Linksgolf verspricht Drama
Diese Unvorhersehbarkeit mag all jenen nicht gefallen, die Golf nur sporadisch verfolgen und außer Tiger Woods, Rory McIlroy und Jon Rahm kaum einen Namen kennen. Doch für Golf-Gourmets ist es das Höchste, auch einmal Spieler im Bild zu sehen, deren Schwünge und Lebensgeschichten man noch nicht auswendig kennt.
Der Bonus der Open: Manche Dramen kann es einfach nur im Links-Golf geben. Jean Van de Veldes Triple-Bogey 1999 am letzten Loch von Carnoustie ist schon sprichwörtlich geworden, aber auch Thomas Bjørns Bunker-Desaster 2003 hat einen festen Platz in der Golfhistorie. Der Däne lag in Royal St George’s zwei Schläge in Führung und hatte noch drei Löcher vor sich.

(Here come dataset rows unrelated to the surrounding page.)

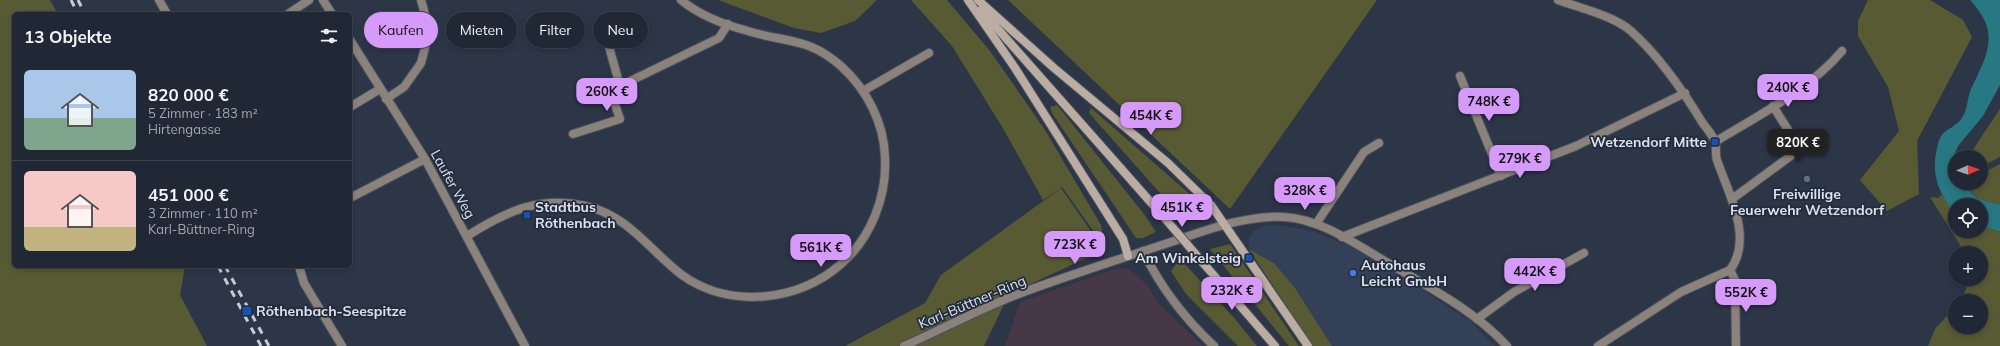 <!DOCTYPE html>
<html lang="de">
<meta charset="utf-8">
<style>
body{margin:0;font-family:Mulish,sans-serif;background:#29303d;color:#f1f3f6;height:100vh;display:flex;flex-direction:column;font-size:15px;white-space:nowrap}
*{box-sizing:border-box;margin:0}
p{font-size:13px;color:#a2a6ad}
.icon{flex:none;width:22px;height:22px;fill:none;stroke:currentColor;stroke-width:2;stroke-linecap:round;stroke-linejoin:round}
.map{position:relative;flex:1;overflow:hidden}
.sheet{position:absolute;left:12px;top:12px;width:340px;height:256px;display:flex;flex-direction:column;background:#212835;border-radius:6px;box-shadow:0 2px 6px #0003,0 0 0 1px #3e4450}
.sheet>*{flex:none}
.top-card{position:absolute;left:364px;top:12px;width:380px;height:36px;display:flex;gap:8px}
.needle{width:26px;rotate:88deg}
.fabs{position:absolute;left:1948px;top:150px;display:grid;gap:8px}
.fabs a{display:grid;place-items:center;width:40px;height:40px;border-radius:50%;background:#212835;box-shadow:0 2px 6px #0003,0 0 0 1px #3e4450;font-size:20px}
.price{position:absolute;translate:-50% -34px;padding:0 9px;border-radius:8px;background:#d69bfa;color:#111;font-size:13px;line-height:26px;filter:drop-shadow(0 1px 2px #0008)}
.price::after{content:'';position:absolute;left:50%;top:24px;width:12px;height:9px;margin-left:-6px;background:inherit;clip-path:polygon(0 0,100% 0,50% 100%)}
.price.selected{background:#222;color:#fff}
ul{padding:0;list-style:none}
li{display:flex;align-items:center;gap:12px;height:100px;padding:0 12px}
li+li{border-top:1px solid #3e4450}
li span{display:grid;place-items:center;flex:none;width:112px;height:80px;border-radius:6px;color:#555}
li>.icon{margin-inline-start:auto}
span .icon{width:48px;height:48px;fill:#fffc;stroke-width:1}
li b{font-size:17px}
h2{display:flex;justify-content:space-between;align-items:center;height:48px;padding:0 12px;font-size:17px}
.tag{padding:0 14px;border-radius:18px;background:#212835;box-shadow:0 2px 6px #0003,0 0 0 1px #3e4450;font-size:14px;line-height:36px}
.tag.selected{background:#d69bfa;color:#111}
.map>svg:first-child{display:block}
.commercial{fill:#463846}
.built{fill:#334057}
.green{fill:#575a33}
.water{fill:#277882}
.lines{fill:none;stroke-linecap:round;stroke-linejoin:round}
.minor-casing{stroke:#485262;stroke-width:10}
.secondary-casing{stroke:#485262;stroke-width:10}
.minor{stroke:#8c827c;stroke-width:8}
.secondary{stroke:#bcada3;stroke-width:8}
.rail{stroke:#c3cbd7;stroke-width:3;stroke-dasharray:7 7;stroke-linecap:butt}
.secondary-bridge-casing{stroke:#485262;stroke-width:10;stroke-linecap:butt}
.secondary-bridge{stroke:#bcada3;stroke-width:8}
.transit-dot{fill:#1a4fb4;stroke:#222c3d;stroke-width:1.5}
.service-dot{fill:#5c6f8a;stroke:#222c3d;stroke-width:1.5}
.shop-dot{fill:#3f7fe0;stroke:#222c3d;stroke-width:1.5}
.labels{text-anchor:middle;stroke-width:3.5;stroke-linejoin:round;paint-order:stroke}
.poi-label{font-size:14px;font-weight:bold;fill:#dbe2ed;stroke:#222c3d;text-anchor:start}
.street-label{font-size:14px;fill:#dbe2ed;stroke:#222c3d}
</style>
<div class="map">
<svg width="2000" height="346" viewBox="0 0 2000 346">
<rect width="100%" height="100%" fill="#2c3647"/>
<path class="commercial" d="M1118,268L1129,269L1134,273L1147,285L1160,305L1203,346H1005L1020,302Z"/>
<path class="built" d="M1266,225L1284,226L1313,231L1351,247L1417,286L1472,323L1495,346H1332L1295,288L1275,264L1249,249V237L1255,230Z"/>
<g class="green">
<path d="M0,0H50L58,14H14V266H185L180,295L207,346H0Z"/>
<path d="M718,0H877L855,21L821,33L794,28Z"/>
<path d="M911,0H947L990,51L1016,88L1045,130L1101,225L1103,235L1099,239L1062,187L1043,200L1004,130L952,46Z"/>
<path d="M1008,0H1377L1230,209Z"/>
<path d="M1868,0H1930L1963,20L1972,37L1917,141L1919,194L1887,211L1860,180L1899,131L1888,87L1858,36V21Z"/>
<path d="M1057,105L1144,214L1156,232L1143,238H1136L1052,113L1050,107Z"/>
<path d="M1091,108L1192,196L1193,206L1190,215L1175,210L1089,113Z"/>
<path d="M2000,109V157L1981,167V157H1968Z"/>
<path d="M2000,164V204C1980,200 1977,200 1963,183H1981V174Z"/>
<path d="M1061,188L1104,250L1009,294L984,346H845L925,303L941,275Z"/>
<path d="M1941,194L1955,212V231H1981V225L2000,232V346H1928L1935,329L1955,307V327H1981V301H1960L1968,285V279H1981V253H1965L1930,197L1939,198Z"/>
<path d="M1230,244L1299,346H1289L1210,249Z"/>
<path d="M1249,249L1275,264L1295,288L1332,346H1312Z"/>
<path d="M1184,263L1235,319L1257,346H1238L1186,294L1171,271L1176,264Z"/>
</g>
<path class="water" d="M1970,0H2000V85L1983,116L1958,146L1954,156L1955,183H1963C1976,200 1980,200 2000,204V232L1981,225V205H1955L1954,212C1939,193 1932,177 1936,153C1937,148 1938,141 1941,136C1946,129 1957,126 1962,118C1968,109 1967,98 1971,89C1989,52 2000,32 1970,0Z"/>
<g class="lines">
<g class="minor-casing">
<g id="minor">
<path d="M159,0L167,14"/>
<path d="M323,0L332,14"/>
<path d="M1558,0C1580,8 1614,16 1631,31C1660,57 1682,89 1702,122C1706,128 1713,135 1715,142C1717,148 1715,155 1717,160C1728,193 1754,238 1730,270"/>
<path d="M288,14L309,0"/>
<path d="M606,36L620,86L719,38L728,24"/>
<path d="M350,40L425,159L525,346"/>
<path d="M1460,76L1501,176"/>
<path d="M863,91L929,53"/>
<path d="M386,99L404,87L421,63L427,40L428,25L421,0"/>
<path d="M350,107L380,89"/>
<path d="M573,134L620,119L611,93L620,86"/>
<path d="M1715,142C1759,115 1809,90 1842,51"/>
<path d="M350,198L425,159"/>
<path d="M1732,199L1800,149L1773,106"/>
<path d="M1316,224L1364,152L1379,143"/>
<path d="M467,236C505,212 540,195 586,206C629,216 649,250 682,275C729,309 799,302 841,264C871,238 887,197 885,157C884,123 867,90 842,67C809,37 786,43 748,31C725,25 699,15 681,0"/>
<path d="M1342,237L1576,146L1685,93"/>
<path d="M1143,251C1161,288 1184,318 1214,346"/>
<path d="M299,266L304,283L342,346"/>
<path d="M1730,270L1735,280L1736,346"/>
<path d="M1477,319L1514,292L1584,253"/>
<path d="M904,346C940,330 976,311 1013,296C1063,277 1117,260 1168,243C1205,231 1244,215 1284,217C1322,219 1358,246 1390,264C1430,288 1475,311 1507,346"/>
<path d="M1598,346L1681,292L1730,270"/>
</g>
</g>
<g class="secondary-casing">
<g id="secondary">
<path d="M968,0L1015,68L1123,239L1128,256"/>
<path d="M978,0L1054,68L1168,163L1211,205L1308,346"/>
<path d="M981,10L1162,215"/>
<path d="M1204,264L1275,346"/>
</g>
</g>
<use href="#minor" class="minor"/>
<use href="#secondary" class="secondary"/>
<g class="rail">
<path d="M71,0L78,14"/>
<path d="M78,0L85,14"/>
<path d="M218,266L261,346"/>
<path d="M225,266L269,346"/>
</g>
<g class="secondary-bridge-casing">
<path id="secondary-bridge" d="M1162,215L1204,264"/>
</g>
<use href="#secondary-bridge" class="secondary-bridge"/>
</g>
<g class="transit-dot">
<rect x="1711" y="138" width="8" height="8" rx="2"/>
<rect x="523" y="211" width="8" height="8" rx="2"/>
<rect x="1245" y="254" width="8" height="8" rx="2"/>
<rect x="242" y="306" width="10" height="10" rx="2"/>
</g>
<circle class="service-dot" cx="1807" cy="179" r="4"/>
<circle class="shop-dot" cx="1353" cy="273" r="4"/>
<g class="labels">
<g class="poi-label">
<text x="1707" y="147" text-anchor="end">Wetzendorf Mitte</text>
<text x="1807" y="199" text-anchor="middle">Freiwillige<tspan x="1807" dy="16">Feuerwehr Wetzendorf</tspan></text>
<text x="535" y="212">Stadtbus<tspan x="535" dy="16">Röthenbach</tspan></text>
<text x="1241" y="263" text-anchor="end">Am Winkelsteig</text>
<text x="1361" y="270">Autohaus<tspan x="1361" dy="16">Leicht GmbH</tspan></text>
<text x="256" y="316">Röthenbach-Seespitze</text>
</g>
<g class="street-label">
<text transform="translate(453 184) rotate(61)" y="5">Laufer Weg</text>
<text transform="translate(972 302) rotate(-23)" y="5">Karl-Büttner-Ring</text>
</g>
</g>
</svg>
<div class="fabs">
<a><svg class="needle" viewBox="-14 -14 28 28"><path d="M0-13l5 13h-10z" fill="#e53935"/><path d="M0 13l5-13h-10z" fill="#a2a6ad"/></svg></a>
<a><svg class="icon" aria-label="locate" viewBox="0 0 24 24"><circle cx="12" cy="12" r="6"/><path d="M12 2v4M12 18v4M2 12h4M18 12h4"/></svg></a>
<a>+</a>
<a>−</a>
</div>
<b class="price" style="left:1788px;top:108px">240K €</b>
<b class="price" style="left:607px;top:112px">260K €</b>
<b class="price" style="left:1489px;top:122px">748K €</b>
<b class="price" style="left:1151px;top:136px">454K €</b>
<b class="price selected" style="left:1798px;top:163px">820K €</b>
<b class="price" style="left:1520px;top:179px">279K €</b>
<b class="price" style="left:1305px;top:211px">328K €</b>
<b class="price" style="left:1182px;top:228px">451K €</b>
<b class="price" style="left:1075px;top:265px">723K €</b>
<b class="price" style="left:821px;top:268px">561K €</b>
<b class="price" style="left:1535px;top:292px">442K €</b>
<b class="price" style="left:1232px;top:311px">232K €</b>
<b class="price" style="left:1746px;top:313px">552K €</b>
<div class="top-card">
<a class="tag selected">Kaufen</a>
<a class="tag">Mieten</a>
<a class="tag">Filter</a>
<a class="tag">Neu</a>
</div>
<section class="sheet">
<h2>13 Objekte<svg class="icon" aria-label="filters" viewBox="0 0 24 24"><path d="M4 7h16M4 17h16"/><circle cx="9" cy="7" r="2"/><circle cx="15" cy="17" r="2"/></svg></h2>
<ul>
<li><span style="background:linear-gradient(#a9c7e8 60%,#7fa58c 0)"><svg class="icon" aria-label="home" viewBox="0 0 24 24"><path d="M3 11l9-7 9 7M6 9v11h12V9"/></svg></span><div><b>820 000 €</b><p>5 Zimmer · 183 m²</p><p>Hirtengasse</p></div></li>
<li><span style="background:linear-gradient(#f6c9c9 70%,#c2b280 0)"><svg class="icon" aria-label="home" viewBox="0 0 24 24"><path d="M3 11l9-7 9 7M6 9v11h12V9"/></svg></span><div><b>451 000 €</b><p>3 Zimmer · 110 m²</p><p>Karl-Büttner-Ring</p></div></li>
</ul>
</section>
</div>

An der 16, einem Par 3, traf er den Bunker am rechten
Grünrand. Die Lage war nicht schlecht, der Bunker nicht übermäßig tief. Und doch ließ Bjørn den Ball zwei Mal kurz; der Ball rollte vom Grün zurück in den Sand. Erst den dritten Ball, ironischerweise aus schlechtester Lage, schlug er zwei Meter an die Fahne und versenkte den Putt zum Doppel-Bogey.
Sophia Popov!
Royal Troon ist ein gutes Pflaster für die Deutschen: Sophia Popov gewann hier 2020 in spektakulärer Manier die Women’s Open Championship, die geradezu Symbolcharakter hatte, war doch Troon einer der letzten Golfclubs in Schottland, der Frauen als Mitglieder ausschloss; erst 2016 stimmten die Herren der Aufnahme von Frauen zu.
Vier Deutsche dabei
Diese Zeiten sind also vorbei, blicken wir nach vorn, denn erfreulicherweise ist 2024 ein deutsches Quartett dabei: Alex Cejka, qualifiziert als Gewinner der Senior Open Championship 2023, Stephan Jäger als Top-50-Spieler in der Welt sowie Yannik Paul und Marcel Siem als Top-30-Spieler im Race to Dubai 2023.